2. Electron Monte Carlo calculations for heterogeneous phantoms
A 5×5×1 cm3 bone was inserted at a depth of 1 cm in a 30×30×30 cm3 water phantom, and a 5×5×1 cm3 lung was inserted at a depth of 1 cm in a 30×30×30 cm3 water phantom generated in the TPS (Fig. 1c). In addition, a heterogeneous phantom with bone and lung was generated, as illustrated in Fig. 1d. Furthermore, to calculate the dose in each heterogeneous phantom, we used 12-MeV electron beams with a 10×10 cm2 field with 3D Gaussian "medium" smoothing level. Consequently, the DVH difference in 2D dose distribution between the eMC V16.1 and eMC V13.7 was analyzed. Figs. 1c, d show the VOIs.
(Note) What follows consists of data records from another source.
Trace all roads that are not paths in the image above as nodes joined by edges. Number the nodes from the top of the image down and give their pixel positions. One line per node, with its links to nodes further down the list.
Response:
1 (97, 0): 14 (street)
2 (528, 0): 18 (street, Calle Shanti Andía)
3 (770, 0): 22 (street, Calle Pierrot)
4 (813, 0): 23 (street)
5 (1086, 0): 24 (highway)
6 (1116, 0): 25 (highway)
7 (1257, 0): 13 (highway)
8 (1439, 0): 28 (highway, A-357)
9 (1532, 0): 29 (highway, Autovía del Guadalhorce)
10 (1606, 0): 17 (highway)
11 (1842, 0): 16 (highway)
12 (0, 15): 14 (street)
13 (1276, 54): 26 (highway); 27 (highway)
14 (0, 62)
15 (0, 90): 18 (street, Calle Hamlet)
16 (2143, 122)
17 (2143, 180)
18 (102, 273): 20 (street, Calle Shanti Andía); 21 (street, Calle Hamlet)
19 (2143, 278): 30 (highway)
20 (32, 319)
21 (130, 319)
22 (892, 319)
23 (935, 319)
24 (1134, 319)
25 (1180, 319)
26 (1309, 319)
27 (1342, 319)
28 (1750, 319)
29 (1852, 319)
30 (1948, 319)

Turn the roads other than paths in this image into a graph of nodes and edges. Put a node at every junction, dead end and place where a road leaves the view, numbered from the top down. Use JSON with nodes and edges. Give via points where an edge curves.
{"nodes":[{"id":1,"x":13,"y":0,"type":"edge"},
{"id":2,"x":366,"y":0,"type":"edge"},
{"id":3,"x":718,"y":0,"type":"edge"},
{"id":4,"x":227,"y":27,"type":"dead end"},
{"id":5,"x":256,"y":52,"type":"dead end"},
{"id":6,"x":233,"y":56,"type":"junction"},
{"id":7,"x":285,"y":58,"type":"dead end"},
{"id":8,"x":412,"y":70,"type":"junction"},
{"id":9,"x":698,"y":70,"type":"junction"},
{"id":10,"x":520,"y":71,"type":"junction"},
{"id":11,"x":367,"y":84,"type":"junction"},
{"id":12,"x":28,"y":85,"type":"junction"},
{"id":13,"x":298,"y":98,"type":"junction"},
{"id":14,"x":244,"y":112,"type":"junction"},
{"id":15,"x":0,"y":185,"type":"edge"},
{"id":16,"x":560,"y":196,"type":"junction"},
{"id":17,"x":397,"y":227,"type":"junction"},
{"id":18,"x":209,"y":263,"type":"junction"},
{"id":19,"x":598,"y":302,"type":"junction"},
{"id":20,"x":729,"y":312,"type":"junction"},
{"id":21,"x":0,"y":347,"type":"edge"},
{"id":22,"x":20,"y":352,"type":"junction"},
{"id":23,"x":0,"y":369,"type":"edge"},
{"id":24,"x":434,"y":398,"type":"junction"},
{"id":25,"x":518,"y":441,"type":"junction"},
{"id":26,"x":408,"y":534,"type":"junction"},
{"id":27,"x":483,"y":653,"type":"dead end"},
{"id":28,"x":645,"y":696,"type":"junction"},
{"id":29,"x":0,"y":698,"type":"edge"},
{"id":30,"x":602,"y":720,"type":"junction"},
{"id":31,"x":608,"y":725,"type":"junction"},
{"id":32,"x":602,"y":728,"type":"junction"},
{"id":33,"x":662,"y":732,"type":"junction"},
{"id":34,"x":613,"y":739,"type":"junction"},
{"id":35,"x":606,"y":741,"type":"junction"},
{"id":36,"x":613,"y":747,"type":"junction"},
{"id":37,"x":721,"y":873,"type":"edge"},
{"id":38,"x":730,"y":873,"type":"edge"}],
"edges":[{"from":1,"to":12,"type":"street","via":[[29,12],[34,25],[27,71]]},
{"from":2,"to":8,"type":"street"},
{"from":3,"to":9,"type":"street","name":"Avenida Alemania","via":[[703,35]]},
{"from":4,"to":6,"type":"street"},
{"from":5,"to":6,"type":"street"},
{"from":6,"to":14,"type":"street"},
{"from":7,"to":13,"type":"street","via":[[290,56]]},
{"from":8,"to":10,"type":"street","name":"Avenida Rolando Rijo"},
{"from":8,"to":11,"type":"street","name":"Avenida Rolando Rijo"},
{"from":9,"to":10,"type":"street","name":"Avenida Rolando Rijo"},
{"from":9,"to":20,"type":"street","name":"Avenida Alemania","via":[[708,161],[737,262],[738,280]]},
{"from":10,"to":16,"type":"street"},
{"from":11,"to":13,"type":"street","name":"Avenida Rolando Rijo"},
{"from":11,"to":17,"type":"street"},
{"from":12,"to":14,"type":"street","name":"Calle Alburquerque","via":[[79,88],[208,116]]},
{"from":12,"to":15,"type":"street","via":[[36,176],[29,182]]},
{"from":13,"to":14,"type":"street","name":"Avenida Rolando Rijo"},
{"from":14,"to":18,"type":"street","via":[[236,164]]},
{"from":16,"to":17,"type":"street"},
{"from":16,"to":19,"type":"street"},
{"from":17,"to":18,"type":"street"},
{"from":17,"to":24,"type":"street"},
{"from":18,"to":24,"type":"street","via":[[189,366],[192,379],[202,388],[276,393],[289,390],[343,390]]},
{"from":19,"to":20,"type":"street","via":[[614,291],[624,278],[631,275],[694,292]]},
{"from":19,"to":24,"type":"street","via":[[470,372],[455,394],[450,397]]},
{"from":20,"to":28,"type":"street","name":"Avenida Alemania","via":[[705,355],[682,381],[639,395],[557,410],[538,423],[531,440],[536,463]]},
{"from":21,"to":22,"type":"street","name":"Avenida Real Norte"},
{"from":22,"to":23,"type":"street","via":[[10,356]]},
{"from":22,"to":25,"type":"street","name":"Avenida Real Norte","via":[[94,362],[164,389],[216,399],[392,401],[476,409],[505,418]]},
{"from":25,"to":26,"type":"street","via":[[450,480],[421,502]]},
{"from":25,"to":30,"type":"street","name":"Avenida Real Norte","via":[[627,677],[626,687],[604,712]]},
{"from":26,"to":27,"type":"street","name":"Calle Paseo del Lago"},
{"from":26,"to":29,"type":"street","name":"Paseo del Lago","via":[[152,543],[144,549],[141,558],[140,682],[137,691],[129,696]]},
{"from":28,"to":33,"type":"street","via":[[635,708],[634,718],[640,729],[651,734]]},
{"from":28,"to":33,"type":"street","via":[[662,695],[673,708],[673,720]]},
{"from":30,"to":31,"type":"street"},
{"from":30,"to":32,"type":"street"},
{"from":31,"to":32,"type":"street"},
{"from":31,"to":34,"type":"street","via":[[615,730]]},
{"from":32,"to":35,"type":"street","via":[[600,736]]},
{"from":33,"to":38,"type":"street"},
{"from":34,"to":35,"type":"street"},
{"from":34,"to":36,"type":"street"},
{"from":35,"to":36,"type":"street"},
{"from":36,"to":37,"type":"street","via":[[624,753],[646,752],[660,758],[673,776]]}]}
Subsequently, we evaluated Dmin, Dmax, Dmean, D2, D50, D98, and HI (HI, D2–D98/D50). Moreover, to assess the difference in dose distribution due to statistical uncertainties, calculations for each eMC version were repeated 10 times (i.e., different initial seed numbers).
Results and Discussion
Figs. 2–5 show the PDD curves and lateral dose profiles of the 10×10 cm2 6- and 12-MeV electron beams against the water phantom calculated using eMC V13.7 with respect to the smoothing levels. The differences in the PDD curves and lateral profiles of 9 and 16 MeV between eMC V13.7 and eMC V16.1 were similar to those of 6 and 12 MeV. Thus, to avoid data redundancy, we report the results of the 6- and 12-MeV electron beams with a field size of 10×10 cm2. After applying "No Plan Normalization" to the calculation, the maximum dose of the central axis was normalized to 100% for the 3D Gaussian "low" smoothing level. Furthermore, the monitoring unit was calculated to deliver 100 cGy to the point of a 100% dose. After determining the normalization point, "medium" and "strong" smoothing were applied to the "no smoothing" dose distribution. Therefore, the doses for the determined normalization dose point with a "low" smoothing level were lower than 100 cGy in "medium" and "strong" smoothing. Similar characteristics were observed for the lateral dose profiles. For homogeneous water phantoms, the PDD and lateral profiles were within the defined statistical uncertainty, as shown in Figs. 2g, h; 3g, h; 4g, h; 5g, h. Fig. 6 shows the DVH curves for each geometry. We considered the average of the 10 DVH curves for each eMC version. In the case of homogeneous phantoms, the DVH curves of the VOIs calculated using the two eMC versions exhibited minimal differences. The relative difference in the dosimetric evaluation metrics was within 0.7% (Table 1). However, in the heterogeneous bone and bone/lung mixed phantoms, relatively larger differences were observed than those in the homogeneous phantoms. Fig. 7 shows the PDD curves for each geometry. For heterogeneous phantoms, particularly in the bone, the PDD was higher in eMC V13.7 than that obtained using eMC V16.1. Systematic differences of up to 3.0% (D50 of lung in bone/lung mixed phantom) were observed in heterogeneous geometry. Further investigations are required to assess the DVH differences in patients and experimental validations for eMC V16.1, particularly for heterogeneous geometry.
Conclusions
The dose distribution calculated by eMC V16.1 was comparable to that calculated using eMC V13.7 for homogenous phantoms. The change in version resulted in a different DVH for the heterogeneous phantoms. However, there is a need for further investigations to assess the DVH differences in patients and experimental validations for eMC V16.1, particularly for heterogeneous geometry.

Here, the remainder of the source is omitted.